Midi et demie à Tounah el Gebel écrasé de chaleur. Les bureaux et les pavillons des archéologues sont à l’ombre de grands eucalyptus mais le site est  à plusieurs centaines de mètres dans le désert. l’ allée cimentée qui  y conduit, est à moitié recouverte par un beau sable jaune. Comme hier j’ai mis le voile turc en plus du chapeau . Nabil et Anouar nous donnent rendez vous à la cafétéria tandis qu’un policiers et deux gardiens, gallabieh bleue et gallabieh brune, nous emboîtent le pas, rejoints par un moderne pantalon et chemisette tête nue. Le sable est moins brûlant que je ne le craignais. Au bout de l’allée, le temple de Pétosiris,le grand prêtre de Thot Curieux mélange de temple et égyptien, les colonnes sont égyptiennes ainsi que les scènes de la vie quotidienne mais certains personnages portent des vêtements grecs. Le style des dessins a bien changé, les coiffures égyptiennes ont disparu mais les visages sont égyptiens.

Nous voyons ensuite la momie d’Isadora, jeune fille noyée dans le Nil en 120 ; A l’intérieur de la tombe, l’air est irrespirable. Je ne jette qu’un coup d’œil furtif à la momie.

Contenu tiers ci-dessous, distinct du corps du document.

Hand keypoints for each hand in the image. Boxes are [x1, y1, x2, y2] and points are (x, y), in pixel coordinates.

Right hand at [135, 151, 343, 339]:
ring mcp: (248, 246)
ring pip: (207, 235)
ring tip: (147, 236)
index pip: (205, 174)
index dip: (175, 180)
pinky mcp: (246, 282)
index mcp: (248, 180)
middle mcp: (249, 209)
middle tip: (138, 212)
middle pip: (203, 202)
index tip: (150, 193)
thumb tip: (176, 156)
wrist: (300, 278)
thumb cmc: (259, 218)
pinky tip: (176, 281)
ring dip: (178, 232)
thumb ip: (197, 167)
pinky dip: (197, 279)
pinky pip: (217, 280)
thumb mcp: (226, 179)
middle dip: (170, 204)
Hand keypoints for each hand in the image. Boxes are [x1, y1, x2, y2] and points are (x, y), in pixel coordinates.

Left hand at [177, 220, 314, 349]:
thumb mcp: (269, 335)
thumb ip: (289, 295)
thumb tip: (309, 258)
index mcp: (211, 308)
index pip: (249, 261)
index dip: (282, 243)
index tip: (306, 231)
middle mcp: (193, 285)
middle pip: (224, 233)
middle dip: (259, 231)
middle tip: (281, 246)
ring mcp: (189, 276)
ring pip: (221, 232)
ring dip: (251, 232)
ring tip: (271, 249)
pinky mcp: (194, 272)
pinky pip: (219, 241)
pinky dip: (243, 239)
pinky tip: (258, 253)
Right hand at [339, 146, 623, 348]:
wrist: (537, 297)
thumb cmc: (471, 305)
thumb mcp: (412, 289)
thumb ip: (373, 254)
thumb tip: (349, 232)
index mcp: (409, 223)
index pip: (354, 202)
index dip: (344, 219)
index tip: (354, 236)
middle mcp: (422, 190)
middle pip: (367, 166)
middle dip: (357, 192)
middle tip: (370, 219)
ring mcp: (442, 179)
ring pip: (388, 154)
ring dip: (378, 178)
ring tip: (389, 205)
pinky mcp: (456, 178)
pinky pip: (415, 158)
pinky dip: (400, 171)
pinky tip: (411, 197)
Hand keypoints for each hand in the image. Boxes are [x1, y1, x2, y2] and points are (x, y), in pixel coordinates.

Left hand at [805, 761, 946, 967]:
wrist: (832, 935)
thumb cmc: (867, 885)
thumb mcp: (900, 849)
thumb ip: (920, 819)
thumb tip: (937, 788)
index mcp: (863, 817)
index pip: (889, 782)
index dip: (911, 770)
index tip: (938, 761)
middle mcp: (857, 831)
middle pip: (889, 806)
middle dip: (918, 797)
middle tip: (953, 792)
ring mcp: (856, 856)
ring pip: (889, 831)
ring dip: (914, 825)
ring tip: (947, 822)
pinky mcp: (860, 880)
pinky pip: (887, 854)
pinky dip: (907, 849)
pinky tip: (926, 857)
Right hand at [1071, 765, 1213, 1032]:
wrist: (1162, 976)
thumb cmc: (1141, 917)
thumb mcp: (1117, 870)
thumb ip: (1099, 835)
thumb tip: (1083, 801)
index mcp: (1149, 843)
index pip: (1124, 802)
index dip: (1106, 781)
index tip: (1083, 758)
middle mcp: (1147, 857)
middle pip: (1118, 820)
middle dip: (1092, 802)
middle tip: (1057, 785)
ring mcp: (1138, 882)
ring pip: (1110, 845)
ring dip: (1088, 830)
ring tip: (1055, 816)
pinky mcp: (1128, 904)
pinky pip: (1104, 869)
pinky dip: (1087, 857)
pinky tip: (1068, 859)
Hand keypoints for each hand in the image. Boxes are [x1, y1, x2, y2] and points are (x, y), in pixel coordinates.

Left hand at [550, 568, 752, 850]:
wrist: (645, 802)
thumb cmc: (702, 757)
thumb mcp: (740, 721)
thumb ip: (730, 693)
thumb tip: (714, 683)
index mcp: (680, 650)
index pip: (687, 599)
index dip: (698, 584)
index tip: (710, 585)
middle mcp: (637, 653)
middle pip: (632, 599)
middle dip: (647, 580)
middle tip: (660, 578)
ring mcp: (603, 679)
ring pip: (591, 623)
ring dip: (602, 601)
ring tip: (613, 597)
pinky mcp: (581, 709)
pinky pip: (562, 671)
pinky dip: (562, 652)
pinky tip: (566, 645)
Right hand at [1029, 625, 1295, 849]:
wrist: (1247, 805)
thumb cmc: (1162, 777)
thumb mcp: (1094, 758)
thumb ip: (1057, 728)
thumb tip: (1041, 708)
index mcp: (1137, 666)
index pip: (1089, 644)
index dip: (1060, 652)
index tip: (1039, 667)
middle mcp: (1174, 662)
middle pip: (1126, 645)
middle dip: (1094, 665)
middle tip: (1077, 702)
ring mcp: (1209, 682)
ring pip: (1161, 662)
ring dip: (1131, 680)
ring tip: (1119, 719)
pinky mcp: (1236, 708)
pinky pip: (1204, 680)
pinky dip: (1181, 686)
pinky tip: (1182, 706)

Hermopolis – ville de Tôt catacombes des Ibis et Babouins

MOYENNE EGYPTE

Hermopolis

 

Un peu plus loin, il y a une roue et un puits. La descente à l’intérieur du puits apporte une fraîcheur agréable même si le puits est à sec.

–    « Basilica ? »
Nos accompagnateurs doivent prier pour qu’on renonce par cette chaleur.
–    « Basilica, bien sûr ! »

Peu intéressante pour les profanes que nous sommes : une rangée de grosses colonnes et un quadrilatère à moitié envahi par le sable. Mais nous voulons tout voir.

–    « baboons ?
–    « Heiwa, baboons ! »

Le gros, pantalon et chemisette, m’entraîne par un raccourci dans le sable tandis que l’escorte reste  sur l’allée. Ils réapparaîtront par enchantement à la porte des catacombes.
Dans la chambre funéraire un babouin de pierre trône dans une niche tandis que la momie bien conservée sous verre peut regarder la lumière pour l’éternité par deux trous pratiqués dans la paroi. A Saqqarah, un policier nous avait montré un tel dispositif pour que Djoser contemple l’éternité. Après la visite au babouin, nous continuons la promenade dans les catacombes : hauts couloirs taillés dans la roche. Les loculi sont très petits : ce ne sont pas des restes humains comme en Sicile mais des ibis et des babouins qui sont momifiés. Il reste un ibis en bon état. Un des gardiens fouille et extrait un paquet de tissus d’où s’exhale une poussière rougeâtre.
– « Rangez moi tout de suite cette horreur ! »  Je pense par-devers moi.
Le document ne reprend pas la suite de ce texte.